Esto pude comprobarlo una de esas noches en la cabaña cuando
se acabó la garrafa justo al momento de entrar a la ducha. Le golpeé la puerta
a Fabiola en la casa de al lado y le expliqué la situación. Ya no había nada
que pudiéramos hacer a esa hora, así que me permitió ducharme en su baño. A
pesar de que intenté pasar desapercibida y hacer el trámite rápido para no
molestar, no pude evitar espiar lo que ocurría en el living, donde había un
clima de distensión. Las camareras del restaurant estaban entregadas a las
manos mágicas de un peluquero que les arreglaba el pelo. Un chico con un look
muy estrafalario, vestido como si fuera un clown, con botitas rojas de lona,
pantalón amarillo apretadísimo, una remera a rayas y un gorro enorme. Muy
atentos miraban la novela en una pantalla de catorce mil pulgadas entre
ruleros, planchitas y tinturas. La que picoteaba maníes descansaba en la cama
matrimonial. La vi porque la puerta del cuarto estaba entreabierta, se reía de
las cosas que decían en el otro ambiente. Fabiola y una amiga se dedicaban a la
costura, mientras una hilvanaba retazos de tela, la otra los cosía en la
máquina. El día de trabajo había
terminado con la despedida del último comensal; el próximo llegaría mañana, era
hora de relajar, con las olas del mar rugiendo en la playa, unos cientos de
metros más abajo. El verano pronto se acabaría. Llegaría el invierno con sus lluvias
potentes e interminables, las que mantienen vivo el esplendor de la selva fría valdiviana.
Hasta pronto,
vecinos!
Después de cinco días en territorio chileno, dejamos de
posponer la partida. Nos despedimos del océano Pacífico sabiendo que pronto
encararíamos hacia el Atlántico, y averiguamos cómo desandar nuestros pasos
para cruzar la frontera por un camino distinto al que habíamos venido.
Encaramos hacia el lago Panguipulli, con destino final Puerto Fuy. Desde allí
cruzaríamos en una barcaza que atraviesa el lago Pirihueico acercándonos
bastante al límite con Argentina.
Llegamos al puerto dos horas antes de la partida del
pontón. Del bar donde nos sentamos a tomar algo nos espantó una invasión de avispas.

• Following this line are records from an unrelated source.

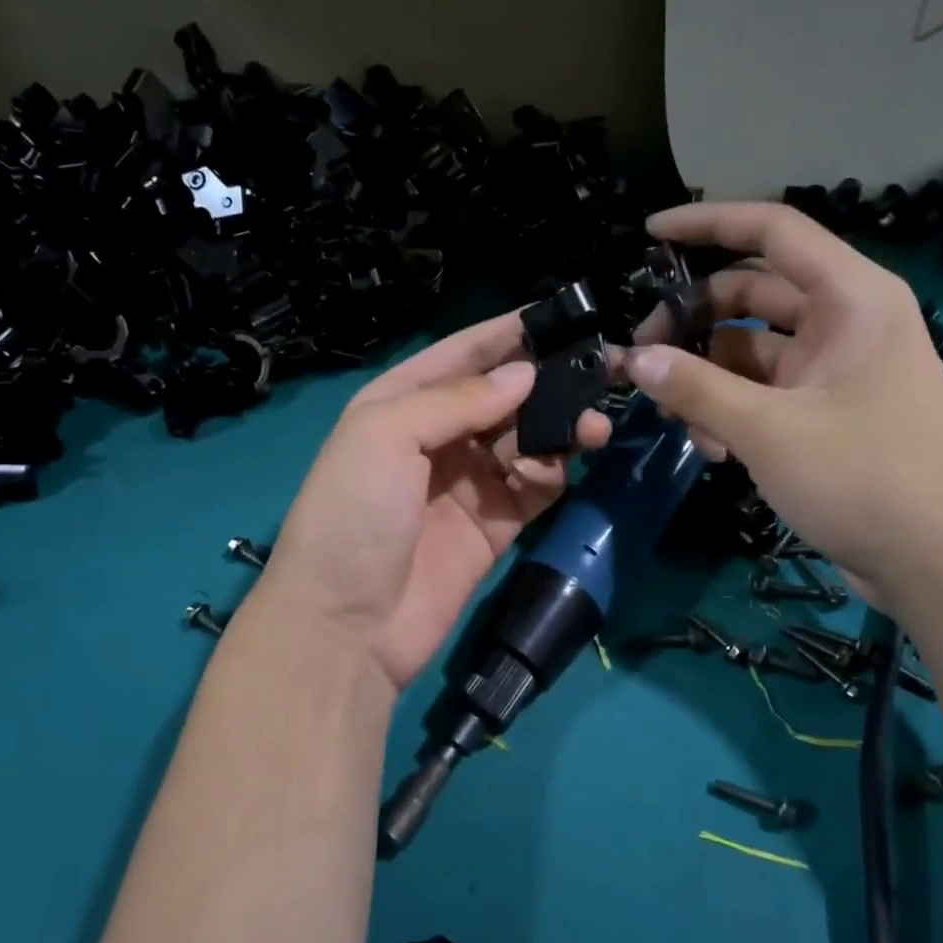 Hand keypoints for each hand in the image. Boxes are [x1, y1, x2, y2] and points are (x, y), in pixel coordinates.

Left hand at [258, 313, 610, 689]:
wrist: (346, 628)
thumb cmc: (353, 515)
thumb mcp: (385, 436)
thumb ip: (457, 399)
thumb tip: (524, 374)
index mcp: (401, 403)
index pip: (462, 354)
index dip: (507, 333)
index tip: (561, 315)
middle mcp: (437, 437)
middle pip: (503, 396)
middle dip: (546, 384)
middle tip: (596, 377)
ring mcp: (468, 483)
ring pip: (527, 439)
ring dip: (559, 429)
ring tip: (590, 429)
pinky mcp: (495, 526)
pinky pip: (534, 486)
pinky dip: (548, 474)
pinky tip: (547, 473)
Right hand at [628, 201, 942, 608]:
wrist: (938, 565)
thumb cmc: (865, 480)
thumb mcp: (769, 431)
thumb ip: (696, 388)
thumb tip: (633, 359)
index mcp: (851, 299)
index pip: (773, 233)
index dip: (708, 224)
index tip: (650, 234)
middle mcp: (845, 322)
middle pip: (752, 294)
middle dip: (693, 321)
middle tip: (642, 356)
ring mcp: (835, 369)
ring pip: (751, 349)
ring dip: (707, 377)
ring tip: (676, 418)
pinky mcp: (826, 411)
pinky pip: (764, 391)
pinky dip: (731, 410)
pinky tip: (712, 450)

No era la primera vez. Ya habíamos presenciado, en varios lugares tanto de
Argentina como de Chile, avalanchas de
avispas que, al mejor estilo moscas, se nos pegaban a la piel, nos zumbaban en
los oídos y se posaban sobre la comida. Son las “chaqueta amarilla”, una
variedad que entre el fin del verano y principio del otoño se torna insoportable,
sobre todo para quienes disfrutar de un rato al aire libre. Otra especie
introducida que no tiene depredadores y que cada vez se expande por más zonas
descontroladamente.
El Escarabajo se subió a la barca. Solo lo acompañó un
vehículo más. La navegación transcurrió con el sol cayendo detrás de las
montañas, iluminando de a ratos los árboles que cubrían las laderas, desvelando
playas escondidas, sobre el agua verde como una esmeralda. Desembarcamos en la
costa de enfrente. Entrada la noche atravesamos el paso Hua Hum y tomamos el
camino de tierra en medio del bosque. De nuevo el ripio, las piedras atronando
sobre el auto, la noche cerrada y la incógnita de no saber qué habría
alrededor. Como brújula, el cielo completamente estrellado y un sendero que
llegaba hasta lo que daban las débiles luces del Volkswagen.
Como ya conté anteriormente, al llegar a San Martín de
los Andes, el auto se paró. Fue capaz de alcanzarnos hasta una cuadra antes de
una estación de servicio, estaba sin una gota de nafta. Lo que no había contado
es que, en esa misma cuadra, antes de salir, habíamos dejado un tesoro
escondido. En una vereda cualquiera, debajo de una piedra y protegido del agua.
Una semana después, aún nos esperaba allí. La flor sagrada, intacta.